Read and write permissions on all DLF metadatabases and tables, including ListDatabase and ListTables. Configure these permissions on the Data Permissions page in the DLF console.

Step 1: Prepare a configuration file

Create a YAML configuration file and upload it to an OSS path.

The following is a complete example:

!!com.aliyun.dlf.migrator.app.config.MigratorConfig
clientInfo:
  accessKeyId: <Your AccessKey ID.>
  accessKeySecret: <Your AccessKey secret.>
  endPoint: dlf-vpc.cn-hangzhou.aliyuncs.com
  regionId: cn-hangzhou
  catalogId: <Your catalog ID. The default value is the user ID of your Alibaba Cloud account.>
mysql:
  connectionUri: jdbc:mysql://emr-header-1:3306/hivemeta
  driver: com.mysql.cj.jdbc.Driver
  userName: root
  password: xxxx
runOptions:
  batchSize: 100
  lowerCaseTableNames: false
  schema: hivemeta
  records: oss://xxxx/migrator/validate/log/
  objectTypes:
    - database
    - table
    - partition
    - function
  operations:
    - validate
  fixIfInConsistence: true
  fixMode: to_hive
  validateDatabases: [db1,db2]
  excludeTables: [aa,bb]
  excludeTablePrefixes: [xx,yy]
  ignoreValidateCreateTime: true
  skipFixTime: 1
  ignoreDropOperation: false

Configuration reference

clientInfo

Parameter	Required	Description
`accessKeyId`	Yes	The AccessKey ID of your Alibaba Cloud account.
`accessKeySecret`	Yes	The AccessKey secret of your Alibaba Cloud account.
`endPoint`	Yes	The DLF endpoint. Format: `dlf-vpc.<region-id>.aliyuncs.com`.
`regionId`	Yes	The region ID, for example, `cn-hangzhou`.
`catalogId`	Yes	The DLF data catalog ID. Defaults to the user ID of your Alibaba Cloud account.

mysql

Parameter	Required	Description
`connectionUri`	Yes	The JDBC URL for connecting to the MySQL metadatabase, for example, `jdbc:mysql://emr-header-1:3306/hivemeta`.
`driver`	Yes	The MySQL driver class.

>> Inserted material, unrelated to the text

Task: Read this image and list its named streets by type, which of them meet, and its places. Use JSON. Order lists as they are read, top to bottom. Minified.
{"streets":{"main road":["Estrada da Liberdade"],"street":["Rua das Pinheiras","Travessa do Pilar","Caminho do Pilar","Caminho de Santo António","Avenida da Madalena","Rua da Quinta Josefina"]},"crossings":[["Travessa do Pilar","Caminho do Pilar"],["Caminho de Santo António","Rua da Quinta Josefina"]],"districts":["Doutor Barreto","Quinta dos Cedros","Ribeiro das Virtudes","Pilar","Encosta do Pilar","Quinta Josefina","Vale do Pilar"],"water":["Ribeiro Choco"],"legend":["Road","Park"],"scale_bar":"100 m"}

The default value `com.mysql.cj.jdbc.Driver` works in most cases.
`userName`	Yes	The username for accessing the metadatabase.
`password`	Yes	The password for accessing the metadatabase.

runOptions

Parameter	Required	Default	Description
`schema`	Yes	—	The name of the Hive metadatabase. Must match the database name in `connectionUri`. If you change one, update the other.
`batchSize`	Yes	—	The number of records per DLF SDK call. Cannot exceed 500. Use 100 for most cases — larger values may cause timeouts, and smaller values reduce throughput.
`lowerCaseTableNames`	Yes	—	Whether table names in the ApsaraDB RDS metadatabase are lowercase. Set to `false` if table names are uppercase.
`records`	Yes	—	The OSS path where the tool stores run logs, including processing records and errors.
`objectTypes`	Yes	—	The types of objects to export. Valid values: `database`, `table`, `partition`, `function`.
`operations`	Yes	—	Fixed value: `validate`.
`fixIfInConsistence`	Yes	—	Fixed value: `true`.
`fixMode`	Yes	—	Fixed value: `to_hive`. The tool compares DLF metadata against Hive metadata using DLF as the baseline, then syncs DLF metadata to the Hive metastore.
`validateDatabases`	No	—	The names of databases to export. Only the listed databases are processed. Omit to export all databases.
`excludeTables`	No	—	The names of tables to exclude from the export.
`excludeTablePrefixes`	No	—	Table name prefixes to exclude. Tables whose names start with any listed prefix are skipped.
`compareTotalNumber`	No	`false`	Whether to return a summary comparing the total count of DLF metadata and ApsaraDB RDS metadata.
`ignoreValidateCreateTime`	No	—	Whether to ignore table creation time during comparison. Set to `true` if table creation timestamps differ between DLF and Hive but the tables are otherwise identical.
`skipFixTime`	No	`240`	Only metadata created before this many minutes ago is compared. Metadata created within this window is skipped. Reduce this value (for example, to `1`) if you want to include recently created metadata. Unit: minutes.
`ignoreDropOperation`	No	—	Set to `true` to retain metadata in the Hive metastore after export instead of deleting it. Use this when you want to keep Hive metastore records even if the corresponding DLF metadata no longer exists.
`locationMappings.source`	No	—	The source path to replace during export. End the path with a forward slash (`/`). Example: `hdfs://emr-header-1:9000/user/hive/`.
`locationMappings.target`	No	—	The destination path to replace with. Example: `oss://hive/warehouse/`.
`hiveConfPath`	No	`/etc/ecm/hive-conf/hive-site.xml`	The path to the Hive configuration file in the cluster.
`kerberosInfo.principal`	No	—	The Kerberos principal for clusters with Kerberos enabled. Example: `xxx/xxx@xxx.COM`.
`kerberosInfo.keytab`	No	—	The path to the Kerberos keytab file. Example: `/xxx/xxx.keytab`.

Location mapping example:

runOptions:
  locationMappings:
    source: hdfs://emr-header-1:9000/user/hive/
    target: oss://hive/warehouse/

Kerberos example:

runOptions:
  kerberosInfo:
    principal: xxx/xxx@xxx.COM
    keytab: /xxx/xxx.keytab

Step 2: Set up the Spark job

Log on to the header node of the EMR cluster.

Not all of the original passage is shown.